Lab Goals and Instructions

In this lab we will investigate the motion of a pendulum.  We will consider damped and undamped, linear and non-linear models; in particular, the similarities and differences between them.  We will also be introduced to the notion of solutions in phase space.  These solutions will be interpreted and related to their physical properties.  There are topics at the end of the lab which need to be addressed in the lab write-up.

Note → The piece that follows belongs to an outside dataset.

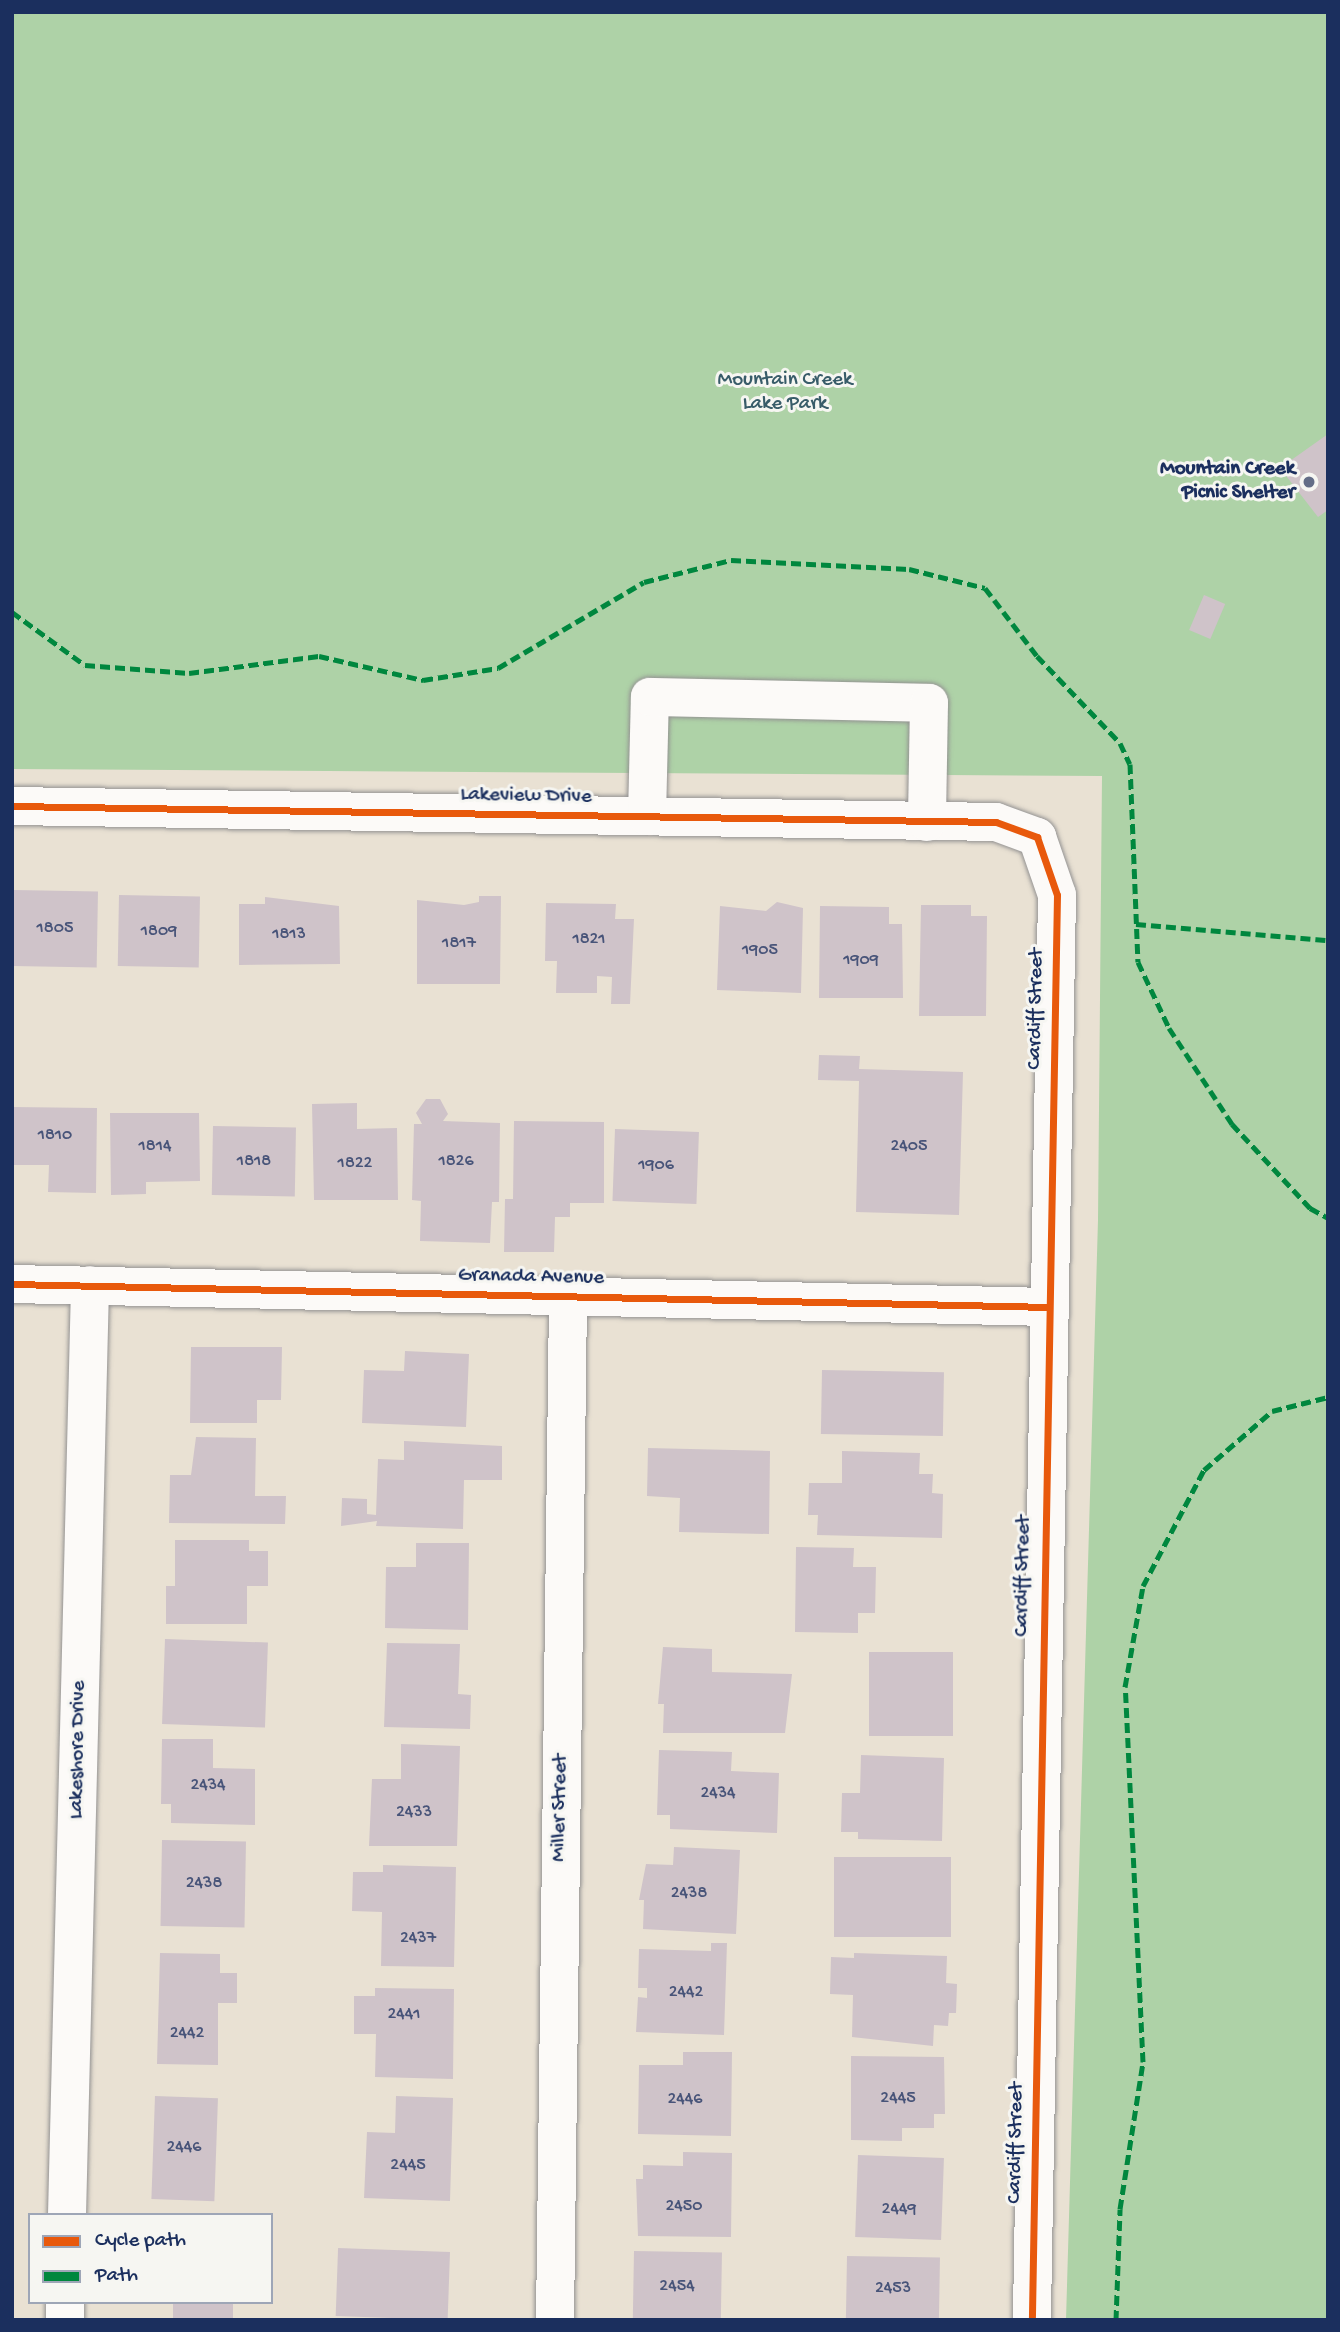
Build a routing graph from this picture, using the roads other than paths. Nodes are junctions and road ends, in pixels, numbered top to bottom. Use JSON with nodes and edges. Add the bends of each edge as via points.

Follow these guidelines (points may be deducted for non-compliance):

• three (3) students is the maximum group size
• use a cover page
• for each student in the group, on the cover page, list the
• name
• recitation number
• I.D. number (last 4 digits)
• TA name
• Instructor's name
• submit the report in class; do not put the reports in mailboxes or they will be returned
• see here the lab report guidelines
• make sure to include in the appendix all steps of a derivation. Even when the desired result or equation is given you must show all necessary steps to obtain it.
• four decimal place accuracy will suffice for this lab; for example, e is approximately 2.7183

Each group is required to turn in one lab report in class on Thursday, 3 December, 2009. Late labs will NOT be accepted under any circumstances.

Model

We wish to study the motion of an ideal pendulum.  The derivation of the equations of motion is given here:

• Derivation in PDF format

Note that there are two cases being considered in this model.

1. The pendulum hangs from a nail and can swing all the way around; in a complete circle.
2. The pendulum hangs from a ceiling; the swinging is restricted, i.e. the pendulum can't swing up through the ceiling!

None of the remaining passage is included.